MATERIAL TO PROCESS:
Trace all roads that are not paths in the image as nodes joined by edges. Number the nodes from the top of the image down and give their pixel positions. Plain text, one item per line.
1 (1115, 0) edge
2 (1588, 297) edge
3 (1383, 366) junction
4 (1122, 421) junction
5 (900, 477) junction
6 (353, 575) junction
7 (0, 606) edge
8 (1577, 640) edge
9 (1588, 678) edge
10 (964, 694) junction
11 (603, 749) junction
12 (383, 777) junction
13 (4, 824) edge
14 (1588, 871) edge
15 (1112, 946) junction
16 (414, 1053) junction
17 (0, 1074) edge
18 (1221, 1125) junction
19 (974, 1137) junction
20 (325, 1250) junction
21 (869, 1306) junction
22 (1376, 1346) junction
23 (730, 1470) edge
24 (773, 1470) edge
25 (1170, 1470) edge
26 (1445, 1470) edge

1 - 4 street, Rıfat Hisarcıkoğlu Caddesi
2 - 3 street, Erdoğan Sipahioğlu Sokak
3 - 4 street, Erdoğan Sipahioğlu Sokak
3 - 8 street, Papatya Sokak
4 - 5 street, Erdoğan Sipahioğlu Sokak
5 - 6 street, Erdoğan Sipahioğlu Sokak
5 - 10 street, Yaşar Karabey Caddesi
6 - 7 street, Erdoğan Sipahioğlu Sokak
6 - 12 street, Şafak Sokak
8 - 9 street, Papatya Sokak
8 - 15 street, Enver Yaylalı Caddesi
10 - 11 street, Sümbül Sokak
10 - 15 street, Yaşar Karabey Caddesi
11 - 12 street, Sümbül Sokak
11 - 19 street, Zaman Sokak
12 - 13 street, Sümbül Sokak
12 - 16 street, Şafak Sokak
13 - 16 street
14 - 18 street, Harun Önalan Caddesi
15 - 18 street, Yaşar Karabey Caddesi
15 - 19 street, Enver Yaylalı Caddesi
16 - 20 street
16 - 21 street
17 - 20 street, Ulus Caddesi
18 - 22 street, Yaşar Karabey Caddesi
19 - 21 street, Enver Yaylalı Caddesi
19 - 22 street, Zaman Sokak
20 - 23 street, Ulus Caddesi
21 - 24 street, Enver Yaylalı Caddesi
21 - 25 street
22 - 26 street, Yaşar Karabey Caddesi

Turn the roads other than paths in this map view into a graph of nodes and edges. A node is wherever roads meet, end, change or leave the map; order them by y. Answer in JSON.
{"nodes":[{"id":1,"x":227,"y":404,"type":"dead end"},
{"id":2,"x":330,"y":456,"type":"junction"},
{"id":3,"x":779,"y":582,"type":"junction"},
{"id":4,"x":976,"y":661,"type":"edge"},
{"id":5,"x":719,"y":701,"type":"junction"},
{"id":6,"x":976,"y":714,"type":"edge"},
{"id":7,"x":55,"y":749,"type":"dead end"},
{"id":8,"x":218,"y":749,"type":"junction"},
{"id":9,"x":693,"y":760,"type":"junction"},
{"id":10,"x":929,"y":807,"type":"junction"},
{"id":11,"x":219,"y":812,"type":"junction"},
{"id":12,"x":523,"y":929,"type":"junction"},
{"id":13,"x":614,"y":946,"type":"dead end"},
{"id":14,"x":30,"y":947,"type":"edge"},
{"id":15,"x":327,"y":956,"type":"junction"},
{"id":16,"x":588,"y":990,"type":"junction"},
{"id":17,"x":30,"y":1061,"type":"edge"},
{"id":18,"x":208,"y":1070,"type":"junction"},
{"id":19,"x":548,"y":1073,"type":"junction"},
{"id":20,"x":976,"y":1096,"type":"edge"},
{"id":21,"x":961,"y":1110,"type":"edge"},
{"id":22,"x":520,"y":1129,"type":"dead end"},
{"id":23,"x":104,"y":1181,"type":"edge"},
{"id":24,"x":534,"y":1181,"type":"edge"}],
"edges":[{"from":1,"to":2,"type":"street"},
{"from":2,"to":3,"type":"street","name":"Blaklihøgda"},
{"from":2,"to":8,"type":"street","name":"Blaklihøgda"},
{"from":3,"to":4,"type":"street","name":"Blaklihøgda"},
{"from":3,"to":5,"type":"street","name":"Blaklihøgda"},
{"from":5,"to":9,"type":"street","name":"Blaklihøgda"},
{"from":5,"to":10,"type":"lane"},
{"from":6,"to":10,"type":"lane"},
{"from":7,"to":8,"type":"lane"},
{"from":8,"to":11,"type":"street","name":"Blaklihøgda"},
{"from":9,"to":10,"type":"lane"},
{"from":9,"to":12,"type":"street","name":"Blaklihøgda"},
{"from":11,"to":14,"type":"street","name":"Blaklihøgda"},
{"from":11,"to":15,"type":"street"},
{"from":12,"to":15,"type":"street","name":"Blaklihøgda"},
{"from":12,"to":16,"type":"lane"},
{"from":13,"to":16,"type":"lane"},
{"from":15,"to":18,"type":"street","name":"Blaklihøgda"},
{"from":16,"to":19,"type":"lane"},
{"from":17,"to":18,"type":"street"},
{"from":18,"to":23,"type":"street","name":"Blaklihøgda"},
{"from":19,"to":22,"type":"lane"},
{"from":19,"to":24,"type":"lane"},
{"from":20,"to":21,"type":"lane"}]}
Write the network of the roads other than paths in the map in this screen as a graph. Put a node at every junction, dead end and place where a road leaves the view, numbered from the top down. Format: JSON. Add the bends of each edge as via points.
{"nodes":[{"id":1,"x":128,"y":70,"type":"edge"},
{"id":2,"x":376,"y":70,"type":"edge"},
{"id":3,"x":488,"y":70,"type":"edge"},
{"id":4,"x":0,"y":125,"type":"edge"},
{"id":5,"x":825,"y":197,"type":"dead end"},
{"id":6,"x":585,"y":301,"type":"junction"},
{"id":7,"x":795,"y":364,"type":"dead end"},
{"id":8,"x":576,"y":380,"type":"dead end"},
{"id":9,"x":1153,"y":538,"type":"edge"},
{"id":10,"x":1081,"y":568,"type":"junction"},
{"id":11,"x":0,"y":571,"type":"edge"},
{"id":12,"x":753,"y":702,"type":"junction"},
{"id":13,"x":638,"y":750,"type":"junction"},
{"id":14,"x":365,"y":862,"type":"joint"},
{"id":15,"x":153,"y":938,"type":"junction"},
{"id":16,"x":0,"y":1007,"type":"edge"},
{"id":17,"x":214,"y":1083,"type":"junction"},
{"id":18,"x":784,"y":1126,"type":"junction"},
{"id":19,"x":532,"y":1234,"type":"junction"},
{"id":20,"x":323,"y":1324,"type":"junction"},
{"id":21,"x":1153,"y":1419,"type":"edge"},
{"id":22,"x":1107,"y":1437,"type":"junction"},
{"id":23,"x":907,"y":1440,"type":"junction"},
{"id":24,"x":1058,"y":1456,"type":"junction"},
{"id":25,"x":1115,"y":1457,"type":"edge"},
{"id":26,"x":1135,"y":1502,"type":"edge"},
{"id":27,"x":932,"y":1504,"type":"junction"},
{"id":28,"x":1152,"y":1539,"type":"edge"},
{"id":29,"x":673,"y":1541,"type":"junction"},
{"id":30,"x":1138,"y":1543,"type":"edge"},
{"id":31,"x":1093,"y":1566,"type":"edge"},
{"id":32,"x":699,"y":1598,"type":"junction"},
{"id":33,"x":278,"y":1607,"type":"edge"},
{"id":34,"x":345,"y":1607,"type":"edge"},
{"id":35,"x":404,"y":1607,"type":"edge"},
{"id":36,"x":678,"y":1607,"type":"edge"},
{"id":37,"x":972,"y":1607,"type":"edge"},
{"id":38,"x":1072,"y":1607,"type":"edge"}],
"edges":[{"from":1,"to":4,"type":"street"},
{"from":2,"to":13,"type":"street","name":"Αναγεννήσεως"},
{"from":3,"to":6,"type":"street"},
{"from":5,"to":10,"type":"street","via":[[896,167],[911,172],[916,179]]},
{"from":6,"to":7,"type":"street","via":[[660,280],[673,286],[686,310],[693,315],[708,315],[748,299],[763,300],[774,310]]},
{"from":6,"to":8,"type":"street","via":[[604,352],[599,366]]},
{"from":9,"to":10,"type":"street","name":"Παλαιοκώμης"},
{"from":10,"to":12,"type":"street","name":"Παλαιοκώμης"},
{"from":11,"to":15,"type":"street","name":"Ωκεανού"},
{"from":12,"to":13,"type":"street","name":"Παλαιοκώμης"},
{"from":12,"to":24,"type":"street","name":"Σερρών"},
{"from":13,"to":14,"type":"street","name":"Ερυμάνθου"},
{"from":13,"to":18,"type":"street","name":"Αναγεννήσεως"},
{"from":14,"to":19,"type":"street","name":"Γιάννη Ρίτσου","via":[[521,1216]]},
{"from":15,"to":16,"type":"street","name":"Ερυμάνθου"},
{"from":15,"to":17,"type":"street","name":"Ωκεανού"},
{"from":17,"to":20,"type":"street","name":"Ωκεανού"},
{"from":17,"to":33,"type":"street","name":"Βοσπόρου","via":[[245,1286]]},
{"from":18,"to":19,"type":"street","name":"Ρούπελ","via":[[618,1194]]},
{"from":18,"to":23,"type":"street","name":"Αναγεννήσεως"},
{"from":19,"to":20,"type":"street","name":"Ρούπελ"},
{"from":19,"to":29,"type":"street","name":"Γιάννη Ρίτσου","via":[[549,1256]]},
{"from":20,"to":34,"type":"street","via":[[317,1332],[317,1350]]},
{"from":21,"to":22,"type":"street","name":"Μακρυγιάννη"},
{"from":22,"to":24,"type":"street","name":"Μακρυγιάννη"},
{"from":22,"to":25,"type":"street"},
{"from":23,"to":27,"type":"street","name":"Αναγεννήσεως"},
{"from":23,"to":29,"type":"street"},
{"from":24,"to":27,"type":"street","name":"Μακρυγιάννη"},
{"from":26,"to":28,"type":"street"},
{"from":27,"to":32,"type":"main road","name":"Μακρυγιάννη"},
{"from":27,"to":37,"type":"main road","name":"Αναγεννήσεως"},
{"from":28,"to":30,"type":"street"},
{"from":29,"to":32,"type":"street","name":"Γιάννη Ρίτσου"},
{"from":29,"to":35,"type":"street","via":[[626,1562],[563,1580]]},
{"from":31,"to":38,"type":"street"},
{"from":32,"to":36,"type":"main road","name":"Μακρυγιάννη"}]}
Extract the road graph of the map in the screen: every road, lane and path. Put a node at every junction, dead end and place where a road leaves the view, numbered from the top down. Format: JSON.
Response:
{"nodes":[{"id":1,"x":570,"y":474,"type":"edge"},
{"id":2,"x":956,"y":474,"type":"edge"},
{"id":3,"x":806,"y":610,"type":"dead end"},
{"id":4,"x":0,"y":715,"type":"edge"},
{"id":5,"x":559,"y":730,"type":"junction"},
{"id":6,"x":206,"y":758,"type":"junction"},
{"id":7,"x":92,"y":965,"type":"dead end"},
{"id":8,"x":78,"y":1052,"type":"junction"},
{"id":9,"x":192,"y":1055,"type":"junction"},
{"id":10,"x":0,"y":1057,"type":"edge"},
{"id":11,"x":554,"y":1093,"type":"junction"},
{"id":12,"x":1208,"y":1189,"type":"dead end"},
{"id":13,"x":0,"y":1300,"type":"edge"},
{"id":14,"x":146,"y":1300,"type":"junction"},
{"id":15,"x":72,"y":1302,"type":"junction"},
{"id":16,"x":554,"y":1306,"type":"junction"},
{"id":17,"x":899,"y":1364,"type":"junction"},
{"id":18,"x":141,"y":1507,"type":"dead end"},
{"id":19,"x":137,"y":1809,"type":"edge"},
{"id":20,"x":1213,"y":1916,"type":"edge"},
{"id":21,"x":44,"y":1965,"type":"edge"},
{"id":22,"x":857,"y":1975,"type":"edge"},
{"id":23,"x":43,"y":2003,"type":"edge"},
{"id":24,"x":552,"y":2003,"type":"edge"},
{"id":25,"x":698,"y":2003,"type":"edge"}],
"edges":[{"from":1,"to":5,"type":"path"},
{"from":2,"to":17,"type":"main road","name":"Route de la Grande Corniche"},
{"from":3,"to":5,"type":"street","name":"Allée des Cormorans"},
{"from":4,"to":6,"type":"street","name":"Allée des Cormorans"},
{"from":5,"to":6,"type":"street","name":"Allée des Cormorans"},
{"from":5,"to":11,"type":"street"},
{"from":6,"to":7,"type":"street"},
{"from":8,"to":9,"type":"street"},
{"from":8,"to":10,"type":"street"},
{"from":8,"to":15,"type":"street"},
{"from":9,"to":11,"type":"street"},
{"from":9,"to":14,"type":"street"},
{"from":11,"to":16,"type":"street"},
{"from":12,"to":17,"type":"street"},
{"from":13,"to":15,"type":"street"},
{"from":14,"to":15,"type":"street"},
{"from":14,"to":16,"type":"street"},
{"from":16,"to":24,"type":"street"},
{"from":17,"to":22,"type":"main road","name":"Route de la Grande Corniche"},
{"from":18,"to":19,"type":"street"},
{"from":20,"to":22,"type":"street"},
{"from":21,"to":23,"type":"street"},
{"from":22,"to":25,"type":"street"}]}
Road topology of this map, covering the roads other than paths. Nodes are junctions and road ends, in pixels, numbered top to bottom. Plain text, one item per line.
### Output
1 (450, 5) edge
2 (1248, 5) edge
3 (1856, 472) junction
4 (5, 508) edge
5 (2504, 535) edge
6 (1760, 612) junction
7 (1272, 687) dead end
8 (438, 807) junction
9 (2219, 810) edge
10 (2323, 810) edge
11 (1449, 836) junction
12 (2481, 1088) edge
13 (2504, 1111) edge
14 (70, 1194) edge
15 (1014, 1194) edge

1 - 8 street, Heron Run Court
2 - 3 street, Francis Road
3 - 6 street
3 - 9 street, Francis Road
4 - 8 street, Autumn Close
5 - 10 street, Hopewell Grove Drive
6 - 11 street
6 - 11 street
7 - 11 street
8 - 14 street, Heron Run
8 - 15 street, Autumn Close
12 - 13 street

ACTIVITY:
Find the lines above that include the string "edges" and copy them.

COMPLETED TASK:
Trace all roads that are not paths in the image as nodes joined by edges. Number the nodes from the top of the image down and give their pixel positions. Plain text, one item per line.
Turn the roads other than paths in this map view into a graph of nodes and edges. A node is wherever roads meet, end, change or leave the map; order them by y. Answer in JSON.
"edges":[{"from":1,"to":2,"type":"street"},
"edges":[{"from":1,"to":4,"type":"street"},
"edges":[{"from":1,"to":5,"type":"path"},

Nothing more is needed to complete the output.